*What you will do*:
For this listing, report how many lines contain the string "興中二路", using only a number.
-------- Data supplied --------
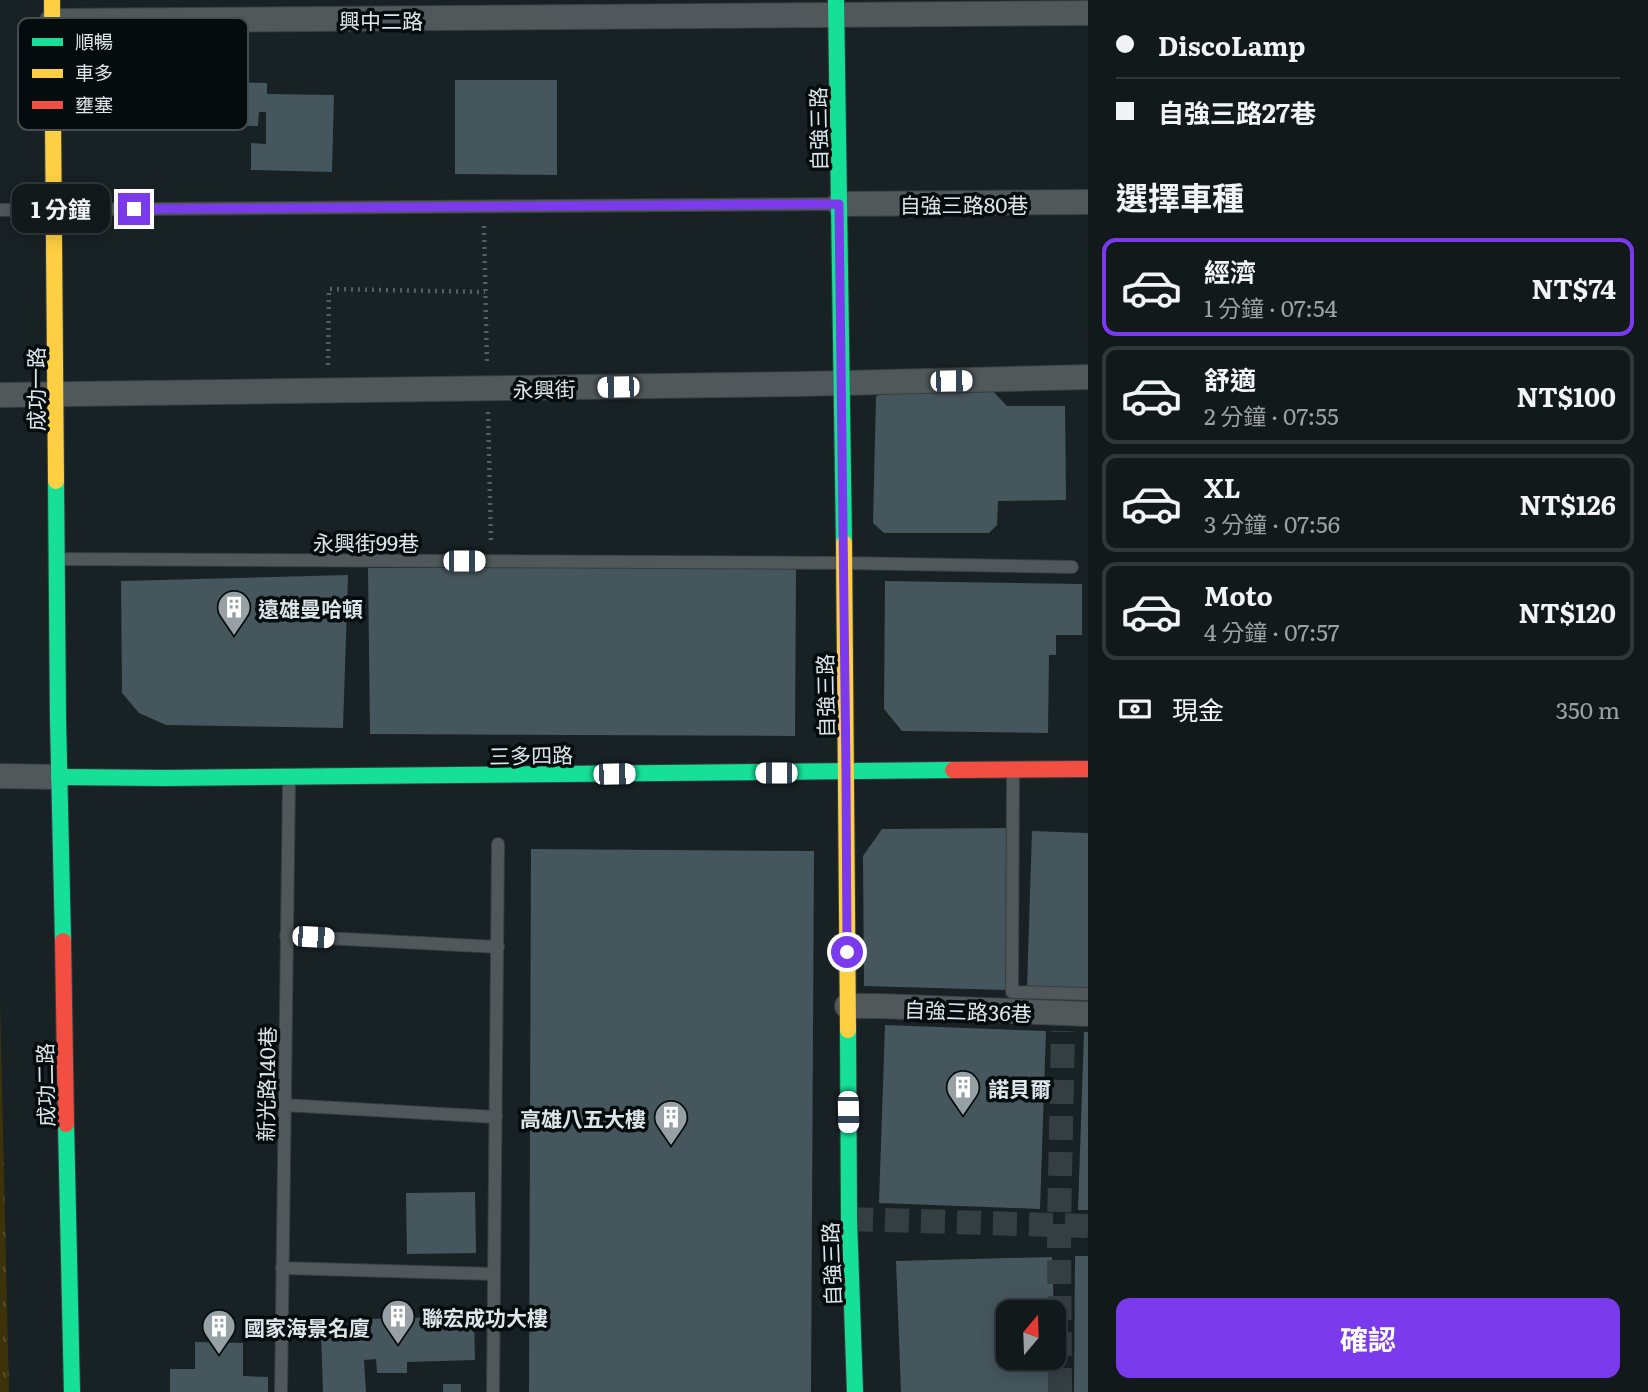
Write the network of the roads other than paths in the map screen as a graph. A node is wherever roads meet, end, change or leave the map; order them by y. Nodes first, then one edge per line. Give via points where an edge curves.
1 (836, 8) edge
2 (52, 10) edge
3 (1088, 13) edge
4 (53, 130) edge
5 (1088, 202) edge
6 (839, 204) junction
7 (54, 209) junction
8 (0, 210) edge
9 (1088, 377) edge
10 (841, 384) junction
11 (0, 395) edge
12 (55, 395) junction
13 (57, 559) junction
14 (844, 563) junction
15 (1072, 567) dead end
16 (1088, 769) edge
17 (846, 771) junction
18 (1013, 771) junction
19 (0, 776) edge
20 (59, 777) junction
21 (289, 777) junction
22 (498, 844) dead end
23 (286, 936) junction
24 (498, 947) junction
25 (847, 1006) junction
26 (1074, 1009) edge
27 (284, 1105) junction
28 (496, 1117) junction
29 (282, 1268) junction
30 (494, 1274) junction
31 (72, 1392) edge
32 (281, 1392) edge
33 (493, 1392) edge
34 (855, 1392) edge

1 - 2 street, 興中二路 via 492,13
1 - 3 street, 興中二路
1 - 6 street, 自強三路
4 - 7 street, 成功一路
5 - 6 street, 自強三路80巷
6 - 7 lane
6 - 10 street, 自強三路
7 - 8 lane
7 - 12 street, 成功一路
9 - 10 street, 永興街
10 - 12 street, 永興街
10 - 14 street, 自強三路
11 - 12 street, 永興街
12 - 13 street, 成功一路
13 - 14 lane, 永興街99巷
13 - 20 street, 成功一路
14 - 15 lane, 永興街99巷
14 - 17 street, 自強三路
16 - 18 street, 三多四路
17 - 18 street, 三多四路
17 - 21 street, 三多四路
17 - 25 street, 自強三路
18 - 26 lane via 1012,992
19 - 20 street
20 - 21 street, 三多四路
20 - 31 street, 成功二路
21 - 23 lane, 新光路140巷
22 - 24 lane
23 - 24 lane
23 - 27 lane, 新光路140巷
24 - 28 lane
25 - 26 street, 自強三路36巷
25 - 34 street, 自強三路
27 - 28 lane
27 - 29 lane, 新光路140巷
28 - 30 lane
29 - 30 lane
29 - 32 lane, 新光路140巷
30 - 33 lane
--------
*Answer box*:
2